Dataset extract:
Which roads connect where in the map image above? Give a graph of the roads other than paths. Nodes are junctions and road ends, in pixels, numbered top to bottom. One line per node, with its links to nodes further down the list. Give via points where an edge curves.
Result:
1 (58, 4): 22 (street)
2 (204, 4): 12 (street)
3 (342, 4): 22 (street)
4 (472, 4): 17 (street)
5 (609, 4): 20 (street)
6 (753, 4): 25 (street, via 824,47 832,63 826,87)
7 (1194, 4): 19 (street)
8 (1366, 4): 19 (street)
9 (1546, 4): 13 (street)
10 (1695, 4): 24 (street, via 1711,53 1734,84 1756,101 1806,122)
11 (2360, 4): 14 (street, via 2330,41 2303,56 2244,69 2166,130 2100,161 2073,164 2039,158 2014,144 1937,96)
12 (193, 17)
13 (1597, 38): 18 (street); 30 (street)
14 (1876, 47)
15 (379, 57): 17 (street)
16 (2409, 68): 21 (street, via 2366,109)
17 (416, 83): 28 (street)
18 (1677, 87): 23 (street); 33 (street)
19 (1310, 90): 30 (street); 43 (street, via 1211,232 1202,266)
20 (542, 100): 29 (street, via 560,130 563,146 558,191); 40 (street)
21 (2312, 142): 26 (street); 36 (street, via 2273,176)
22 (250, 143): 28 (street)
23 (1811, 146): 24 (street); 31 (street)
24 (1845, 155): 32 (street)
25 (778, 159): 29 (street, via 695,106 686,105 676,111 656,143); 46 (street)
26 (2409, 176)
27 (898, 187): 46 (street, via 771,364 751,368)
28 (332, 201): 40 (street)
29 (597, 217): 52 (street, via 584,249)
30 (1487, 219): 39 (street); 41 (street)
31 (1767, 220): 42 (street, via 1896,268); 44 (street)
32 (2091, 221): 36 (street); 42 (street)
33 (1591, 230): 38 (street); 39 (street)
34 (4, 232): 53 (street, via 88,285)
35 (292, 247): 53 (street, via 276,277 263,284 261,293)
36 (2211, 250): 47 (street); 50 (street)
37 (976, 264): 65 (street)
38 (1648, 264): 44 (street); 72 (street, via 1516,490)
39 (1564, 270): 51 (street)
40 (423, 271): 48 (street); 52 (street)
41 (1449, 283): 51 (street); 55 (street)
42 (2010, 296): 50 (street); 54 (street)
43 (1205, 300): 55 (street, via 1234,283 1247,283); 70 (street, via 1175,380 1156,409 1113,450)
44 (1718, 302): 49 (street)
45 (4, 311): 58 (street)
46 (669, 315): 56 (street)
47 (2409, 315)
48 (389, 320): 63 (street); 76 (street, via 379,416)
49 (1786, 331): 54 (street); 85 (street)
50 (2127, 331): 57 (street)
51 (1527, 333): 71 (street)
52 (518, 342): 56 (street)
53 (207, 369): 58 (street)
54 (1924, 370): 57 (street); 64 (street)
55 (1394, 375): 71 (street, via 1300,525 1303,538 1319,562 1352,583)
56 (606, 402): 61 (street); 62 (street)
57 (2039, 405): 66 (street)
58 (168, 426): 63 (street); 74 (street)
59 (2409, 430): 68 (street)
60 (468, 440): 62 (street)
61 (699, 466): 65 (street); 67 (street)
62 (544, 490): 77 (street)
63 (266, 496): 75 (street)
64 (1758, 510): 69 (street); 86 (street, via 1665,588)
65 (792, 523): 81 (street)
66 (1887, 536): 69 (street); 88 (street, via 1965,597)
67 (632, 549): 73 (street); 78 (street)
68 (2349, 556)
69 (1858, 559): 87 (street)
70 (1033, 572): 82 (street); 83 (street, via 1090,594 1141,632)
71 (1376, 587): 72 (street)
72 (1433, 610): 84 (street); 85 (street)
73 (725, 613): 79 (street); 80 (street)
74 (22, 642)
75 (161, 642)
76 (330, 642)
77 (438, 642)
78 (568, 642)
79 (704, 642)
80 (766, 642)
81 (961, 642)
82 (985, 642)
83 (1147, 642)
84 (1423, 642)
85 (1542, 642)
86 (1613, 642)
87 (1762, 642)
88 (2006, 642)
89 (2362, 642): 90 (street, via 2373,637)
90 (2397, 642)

Exercise aim: All records above are to be returned exactly as given.

Your response:
Which roads connect where in the map image above? Give a graph of the roads other than paths. Nodes are junctions and road ends, in pixels, numbered top to bottom. One line per node, with its links to nodes further down the list. Give via points where an edge curves.
Result:
1 (58, 4): 22 (street)
2 (204, 4): 12 (street)
3 (342, 4): 22 (street)
4 (472, 4): 17 (street)
5 (609, 4): 20 (street)
6 (753, 4): 25 (street, via 824,47 832,63 826,87)
7 (1194, 4): 19 (street)
8 (1366, 4): 19 (street)
9 (1546, 4): 13 (street)
10 (1695, 4): 24 (street, via 1711,53 1734,84 1756,101 1806,122)
11 (2360, 4): 14 (street, via 2330,41 2303,56 2244,69 2166,130 2100,161 2073,164 2039,158 2014,144 1937,96)
12 (193, 17)
13 (1597, 38): 18 (street); 30 (street)
14 (1876, 47)
15 (379, 57): 17 (street)
16 (2409, 68): 21 (street, via 2366,109)
17 (416, 83): 28 (street)
18 (1677, 87): 23 (street); 33 (street)
19 (1310, 90): 30 (street); 43 (street, via 1211,232 1202,266)
20 (542, 100): 29 (street, via 560,130 563,146 558,191); 40 (street)
21 (2312, 142): 26 (street); 36 (street, via 2273,176)
22 (250, 143): 28 (street)
23 (1811, 146): 24 (street); 31 (street)
24 (1845, 155): 32 (street)
25 (778, 159): 29 (street, via 695,106 686,105 676,111 656,143); 46 (street)
26 (2409, 176)
27 (898, 187): 46 (street, via 771,364 751,368)
28 (332, 201): 40 (street)
29 (597, 217): 52 (street, via 584,249)
30 (1487, 219): 39 (street); 41 (street)
31 (1767, 220): 42 (street, via 1896,268); 44 (street)
32 (2091, 221): 36 (street); 42 (street)
33 (1591, 230): 38 (street); 39 (street)
34 (4, 232): 53 (street, via 88,285)
35 (292, 247): 53 (street, via 276,277 263,284 261,293)
36 (2211, 250): 47 (street); 50 (street)
37 (976, 264): 65 (street)
38 (1648, 264): 44 (street); 72 (street, via 1516,490)
39 (1564, 270): 51 (street)
40 (423, 271): 48 (street); 52 (street)
41 (1449, 283): 51 (street); 55 (street)
42 (2010, 296): 50 (street); 54 (street)
43 (1205, 300): 55 (street, via 1234,283 1247,283); 70 (street, via 1175,380 1156,409 1113,450)
44 (1718, 302): 49 (street)
45 (4, 311): 58 (street)
46 (669, 315): 56 (street)
47 (2409, 315)
48 (389, 320): 63 (street); 76 (street, via 379,416)
49 (1786, 331): 54 (street); 85 (street)
50 (2127, 331): 57 (street)
51 (1527, 333): 71 (street)
52 (518, 342): 56 (street)
53 (207, 369): 58 (street)
54 (1924, 370): 57 (street); 64 (street)
55 (1394, 375): 71 (street, via 1300,525 1303,538 1319,562 1352,583)
56 (606, 402): 61 (street); 62 (street)
57 (2039, 405): 66 (street)
58 (168, 426): 63 (street); 74 (street)
59 (2409, 430): 68 (street)
60 (468, 440): 62 (street)
61 (699, 466): 65 (street); 67 (street)
62 (544, 490): 77 (street)
63 (266, 496): 75 (street)
64 (1758, 510): 69 (street); 86 (street, via 1665,588)
65 (792, 523): 81 (street)
66 (1887, 536): 69 (street); 88 (street, via 1965,597)
67 (632, 549): 73 (street); 78 (street)
68 (2349, 556)
69 (1858, 559): 87 (street)
70 (1033, 572): 82 (street); 83 (street, via 1090,594 1141,632)
71 (1376, 587): 72 (street)
72 (1433, 610): 84 (street); 85 (street)
73 (725, 613): 79 (street); 80 (street)
74 (22, 642)
75 (161, 642)
76 (330, 642)
77 (438, 642)
78 (568, 642)
79 (704, 642)
80 (766, 642)
81 (961, 642)
82 (985, 642)
83 (1147, 642)
84 (1423, 642)
85 (1542, 642)
86 (1613, 642)
87 (1762, 642)
88 (2006, 642)
89 (2362, 642): 90 (street, via 2373,637)
90 (2397, 642)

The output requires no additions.